Go through the entries below and copy each line that holds the word "name".

(Items listed in a dataset)
Content starts

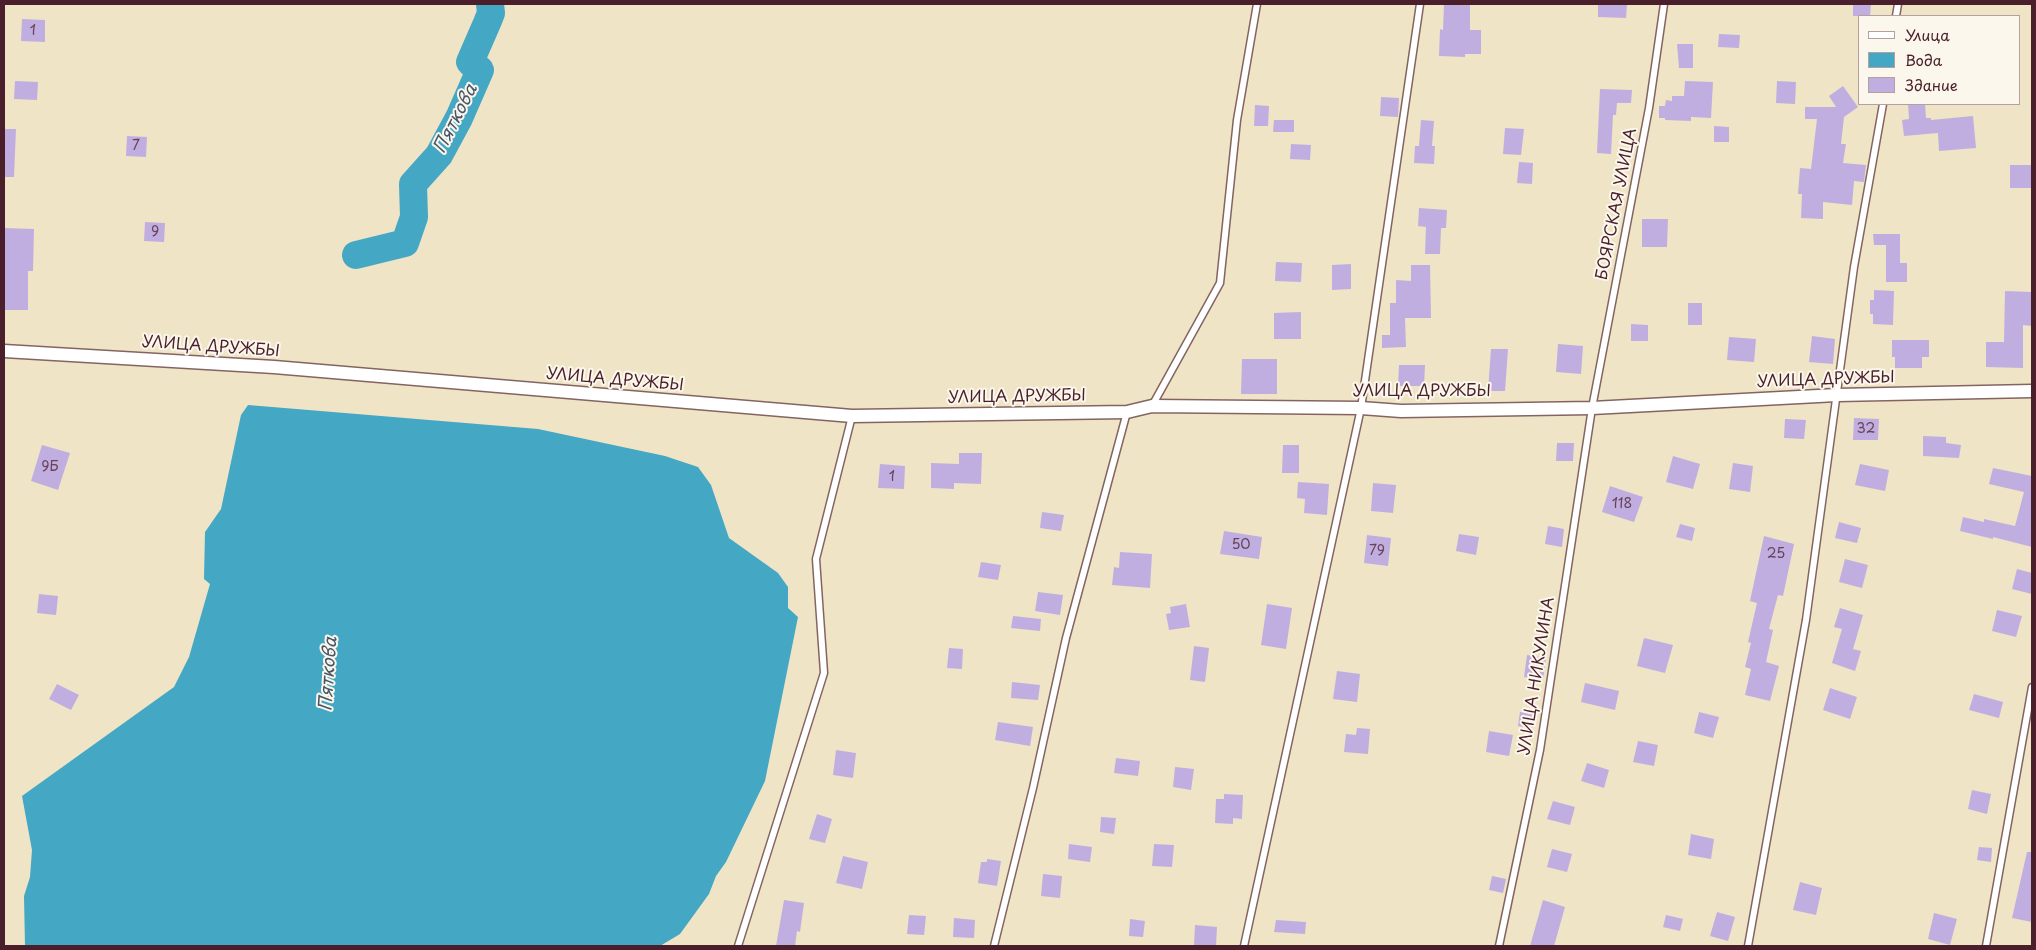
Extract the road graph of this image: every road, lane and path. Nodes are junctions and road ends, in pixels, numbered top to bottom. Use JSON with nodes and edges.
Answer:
{"nodes":[{"id":1,"x":1257,"y":4,"type":"edge"},
{"id":2,"x":1420,"y":4,"type":"edge"},
{"id":3,"x":1664,"y":4,"type":"edge"},
{"id":4,"x":1883,"y":105,"type":"edge"},
{"id":5,"x":4,"y":351,"type":"edge"},
{"id":6,"x":2032,"y":391,"type":"edge"},
{"id":7,"x":1837,"y":395,"type":"junction"},
{"id":8,"x":1152,"y":406,"type":"junction"},
{"id":9,"x":1361,"y":408,"type":"junction"},
{"id":10,"x":1592,"y":408,"type":"junction"},
{"id":11,"x":1127,"y":412,"type":"junction"},
{"id":12,"x":852,"y":416,"type":"junction"},
{"id":13,"x":2032,"y":688,"type":"edge"},
{"id":14,"x":738,"y":946,"type":"edge"},
{"id":15,"x":994,"y":946,"type":"edge"},
{"id":16,"x":1244,"y":946,"type":"edge"},
{"id":17,"x":1499,"y":946,"type":"edge"},
{"id":18,"x":1748,"y":946,"type":"edge"},
{"id":19,"x":1986,"y":946,"type":"edge"}],
"edges":[{"from":1,"to":8,"type":"lane"},
{"from":2,"to":9,"type":"lane"},
{"from":3,"to":10,"type":"lane","name":"БОЯРСКАЯ УЛИЦА"},
{"from":4,"to":7,"type":"lane"},
{"from":5,"to":12,"type":"street","name":"УЛИЦА ДРУЖБЫ"},
{"from":6,"to":7,"type":"street","name":"УЛИЦА ДРУЖБЫ"},
{"from":7,"to":10,"type":"street","name":"УЛИЦА ДРУЖБЫ"},
{"from":7,"to":18,"type":"lane"},
{"from":8,"to":9,"type":"street","name":"УЛИЦА ДРУЖБЫ"},
{"from":8,"to":11,"type":"lane"},
{"from":9,"to":10,"type":"street","name":"УЛИЦА ДРУЖБЫ"},
{"from":9,"to":16,"type":"lane"},
{"from":10,"to":17,"type":"lane","name":"УЛИЦА НИКУЛИНА"},
{"from":11,"to":12,"type":"street","name":"УЛИЦА ДРУЖБЫ"},
{"from":11,"to":15,"type":"lane"},
{"from":12,"to":14,"type":"lane"},
{"from":13,"to":19,"type":"lane"}]}
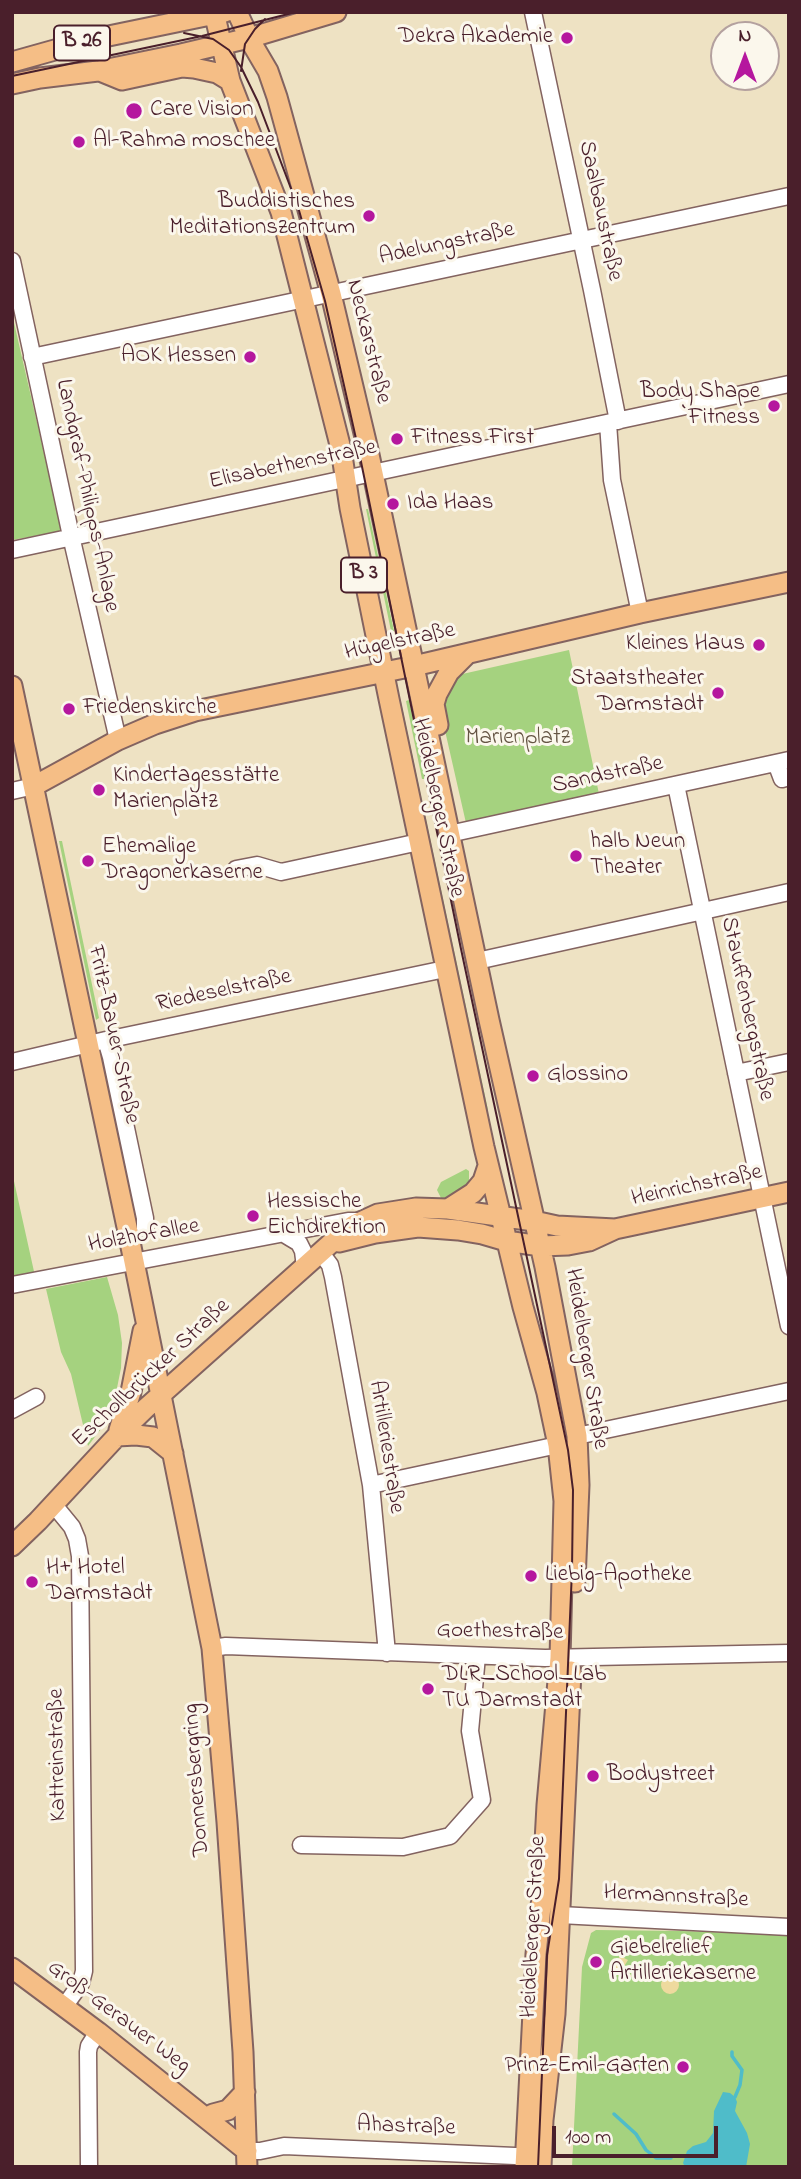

Content ends

→ **Answer to this task**
{"from":3,"to":10,"type":"lane","name":"БОЯРСКАЯ УЛИЦА"},
{"from":5,"to":12,"type":"street","name":"УЛИЦА ДРУЖБЫ"},
{"from":6,"to":7,"type":"street","name":"УЛИЦА ДРУЖБЫ"},
{"from":7,"to":10,"type":"street","name":"УЛИЦА ДРУЖБЫ"},
{"from":8,"to":9,"type":"street","name":"УЛИЦА ДРУЖБЫ"},
{"from":9,"to":10,"type":"street","name":"УЛИЦА ДРУЖБЫ"},
{"from":10,"to":17,"type":"lane","name":"УЛИЦА НИКУЛИНА"},
{"from":11,"to":12,"type":"street","name":"УЛИЦА ДРУЖБЫ"},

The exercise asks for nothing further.